Records:

= Beginning of Section =

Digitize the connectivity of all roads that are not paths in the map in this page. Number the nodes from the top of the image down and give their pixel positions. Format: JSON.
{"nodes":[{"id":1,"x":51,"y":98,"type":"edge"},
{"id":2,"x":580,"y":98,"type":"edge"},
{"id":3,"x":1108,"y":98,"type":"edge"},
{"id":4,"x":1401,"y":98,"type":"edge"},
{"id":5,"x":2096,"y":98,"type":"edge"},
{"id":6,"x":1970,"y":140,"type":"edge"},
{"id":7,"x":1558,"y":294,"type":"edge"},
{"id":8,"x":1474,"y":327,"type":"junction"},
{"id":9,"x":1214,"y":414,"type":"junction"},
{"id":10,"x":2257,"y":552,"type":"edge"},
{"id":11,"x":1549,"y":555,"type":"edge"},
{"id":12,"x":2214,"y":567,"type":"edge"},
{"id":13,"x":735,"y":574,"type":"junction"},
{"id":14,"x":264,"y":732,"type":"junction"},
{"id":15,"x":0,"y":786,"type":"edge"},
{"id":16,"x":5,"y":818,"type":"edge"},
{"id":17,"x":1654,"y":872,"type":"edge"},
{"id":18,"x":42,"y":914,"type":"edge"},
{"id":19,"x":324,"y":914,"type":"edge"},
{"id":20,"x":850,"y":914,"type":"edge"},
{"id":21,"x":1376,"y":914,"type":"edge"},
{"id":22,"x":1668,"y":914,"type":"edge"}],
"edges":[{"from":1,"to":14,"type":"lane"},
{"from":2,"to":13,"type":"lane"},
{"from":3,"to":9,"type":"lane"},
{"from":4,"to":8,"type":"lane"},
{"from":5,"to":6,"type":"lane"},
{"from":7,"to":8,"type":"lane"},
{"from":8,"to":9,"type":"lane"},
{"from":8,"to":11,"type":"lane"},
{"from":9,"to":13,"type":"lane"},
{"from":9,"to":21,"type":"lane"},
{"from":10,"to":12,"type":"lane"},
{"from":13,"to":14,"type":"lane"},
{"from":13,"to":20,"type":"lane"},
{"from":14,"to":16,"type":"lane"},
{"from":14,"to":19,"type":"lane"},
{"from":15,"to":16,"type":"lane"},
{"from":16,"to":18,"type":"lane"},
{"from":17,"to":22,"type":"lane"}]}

= End of Section =

Aim of the task: Please state how many lines in the records contain the word "junction", and give only that number.

Output for this exercise: 4